La Niña No Obedece comprises three distinct parts lodged unbound in a hard-shell cover: the main volume (shaped like a school notebook), a downsized reproduction of the Cartilla moderna de urbanidad para niñas from 1966 – a manual of manners and Christian values for girls – intervened with drawings and notes, and a booklet containing an artist statement, an interview with Lagos, and a manifesto from the publisher (Santiago Escobar-Jaramillo, founder of Raya) on the concept of expanded photography in Latin America. The book’s size is that of a mass paperback novel, which emphasizes its narrative qualities and encourages an intimate viewing.  

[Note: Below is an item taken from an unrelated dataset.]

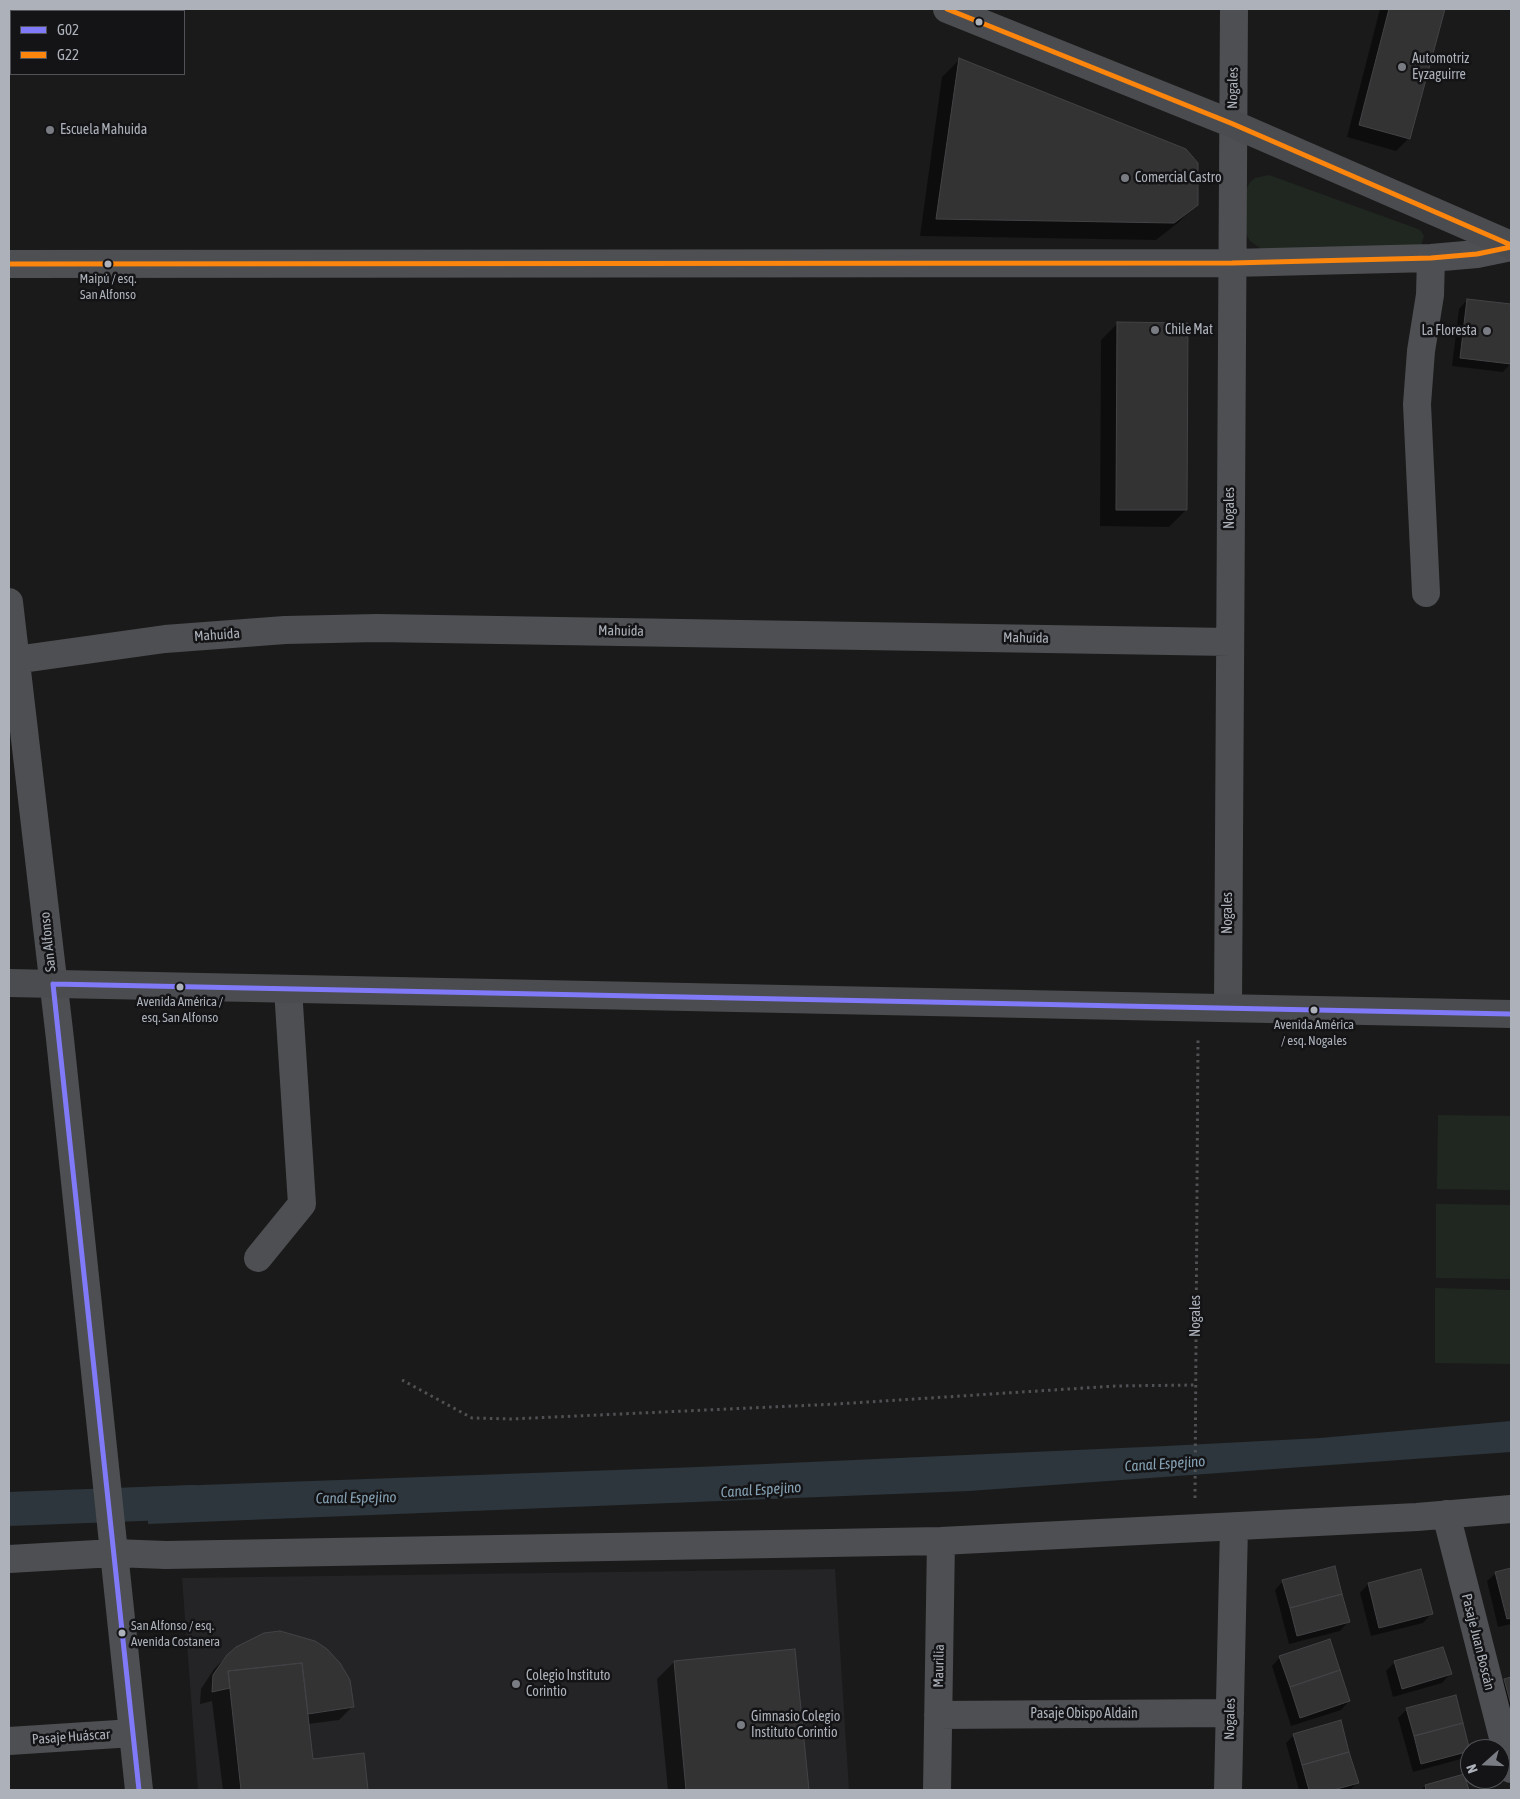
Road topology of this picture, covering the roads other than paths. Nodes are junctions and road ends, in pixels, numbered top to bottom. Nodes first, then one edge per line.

The main volume, composed chiefly of photographs from the artist’s familial archive, is printed on a rough stock that gives it the quality of a perused pamphlet. Lagos has intervened the archival pictures, which see her grow from a baby to a small child, by drawing fangs on her mouth to make her look like a wolfwoman. It’s fascinating to imagine what the life of such a distinctive creature would look like, a subject explored realistically in horror movies like Let the Right One In (2008), although here it’s done with dark humor that underscores the absurd impositions of education. Lagos’ approach is evident from the cover, with its detachable set of paper fangs that you can put in your mouth to partake in the resistance against the patriarchal institutions that attempt to tame our bodies.

A handful of present-day images show the artist nude in a forest, the conclusion of her transformation into a wild wolfwoman despite a lifetime of correction. These monochromatic images – tinted in various shades – recall the radical performance work of artists like Ana Mendieta and Lygia Pape, who used their bodies to critique the biased values of societal conventions. Nudity is also present in a few archival pictures, showing Lagos being bathed by her father or posing next to an older girl after drawing on themselves facial and body hair with a marker. Interspersed throughout the sequence are drawings and notes that appear to be culled from school notebooks, until the writings’ sophistication reveals that they are piercing messages made to look like children’s scribbles. For example, a handwritten note lists several adjectives that describe a desirable body but tend to fall outside institutional views, such as being fragile, noisy, wide, tearful, and aggressive. That some of these concepts are contradictory is precisely the point if the preferred result is bodies that defy categorization.

While jargony, the interview on the booklet helps us understand Lago’s interdisciplinary creative process, mainly how performance played a central role in her conception of the project. The publisher’s manifesto towards an expanded photography–a term borrowed from the influential art historian Rosalind Krauss–describes Jaramillo’s inclination to find alternative ways of storytelling that broaden the view of Latin America through “hybridity, transdisciplinarity, fragmentation, and resignification.” Lagos’ book is part of the collection AñZ (a collaboration between Raya and Matiz Taller Editorial), an incubator for unconventional publications that contest the restrictions that traditional media have enacted on documentary photography. Including a manifesto conveys the publisher’s assumed pedagogical responsibility within a Latin American context.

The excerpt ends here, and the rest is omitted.